- Sales continue to tumble, but CEO sees ‘signs of progress’
- Currency fluctuations also weighed on results last quarter
Gap Inc. posted second-quarter earnings that narrowly topped analysts’ estimates, giving hope that the largest apparel-focused U.S. retailer can mount a comeback.
Earnings were 60 cents a share in the quarter, excluding some items, the San Francisco-based company said in a statement Thursday. The company said earlier this month that profit would probably be 58 cent to 59 cents, with analysts pegging their average estimate to the higher figure.
The results suggest that a long-awaited turnaround from Chief Executive Officer Art Peck may finally be gaining traction. A pickup in apparel spending -- especially in Gap’s core denim category -- could help the company fight sluggish mall traffic and heavy discounting.
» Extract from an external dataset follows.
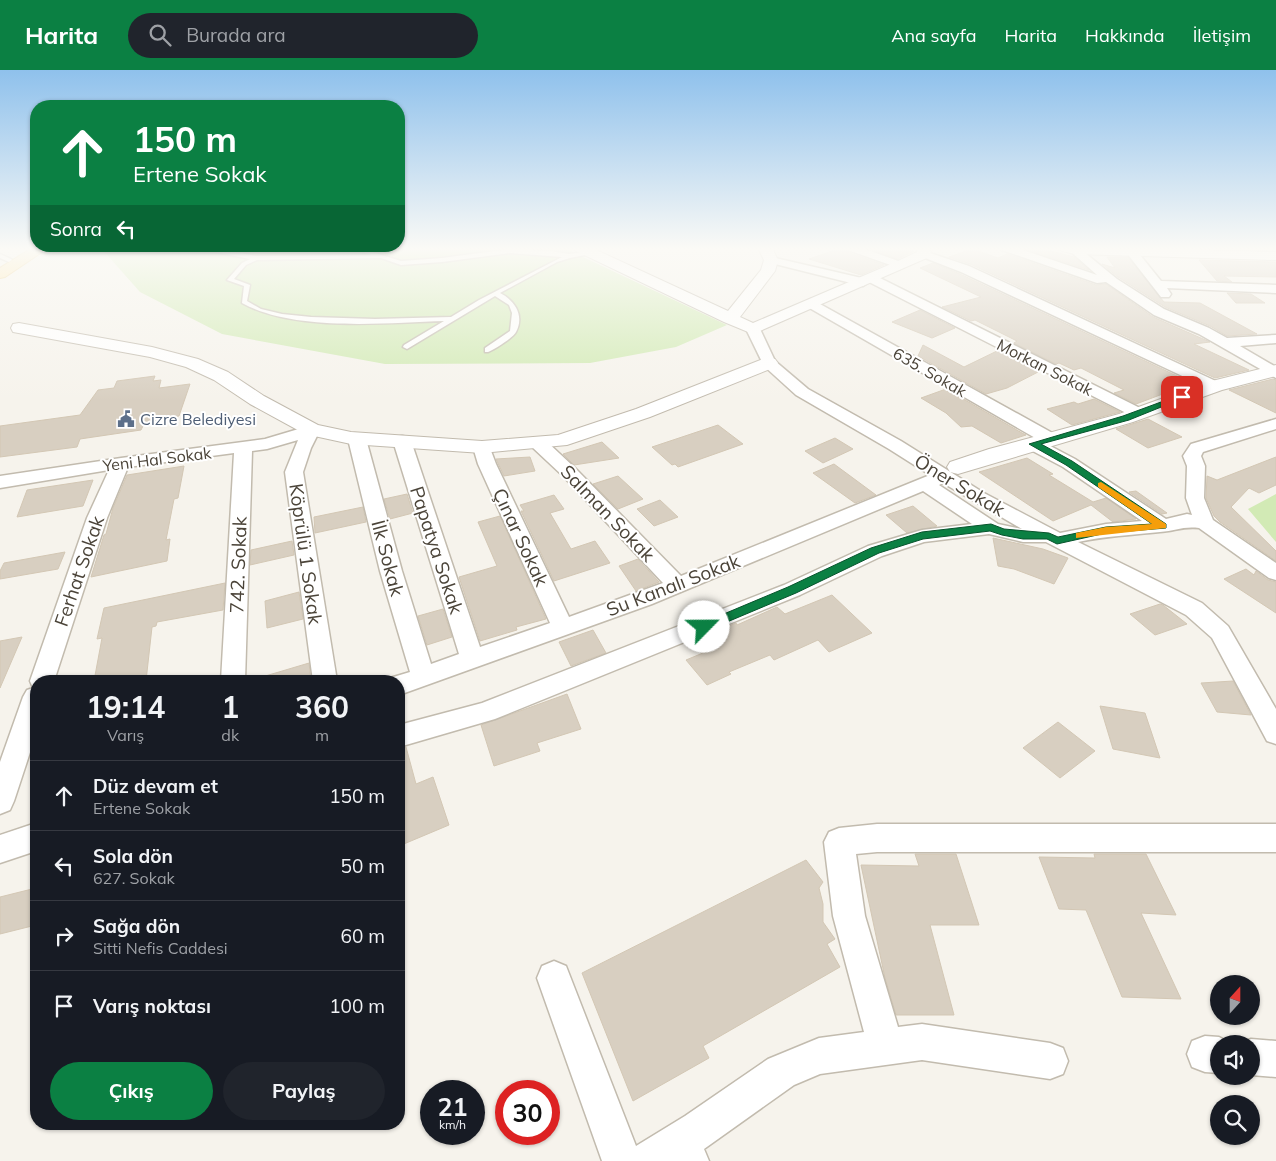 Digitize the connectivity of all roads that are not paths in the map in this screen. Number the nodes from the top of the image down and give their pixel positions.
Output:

Peck also is paring down the company to save money and refocus on better-performing stores.
“We took critical steps to execute our restructuring plans and to build a more efficient global brand model with greater potential for growth,” he said in the statement. “While I remain unsatisfied with the pace of improvement across the business, I am encouraged by the underlying signs of progress.”
The shares rose as much as 1.9 percent to $26.36 in New York on Friday. The stock had gained 4.8 percent this year through Thursday’s close.
Sales were $3.85 billion in the second quarter, which ended July 30. That matched the preliminary number Gap provided earlier. The company said it expects earnings to be $1.87 to $1.92 a share this year, missing the $1.94 estimated by analysts.
The apparel seller still faces an uphill battle in turning around its three major chains: Gap, Old Navy and Banana Republic. Same-store sales fell 3 percent at Gap and 9 percent at Banana Republic. Old Navy was unchanged in the period.
The strong U.S. dollar also has taken a toll on the chain by reducing the value of its overseas revenue. Currency effects reduced profit last quarter by about 5 cents a share, Gap said.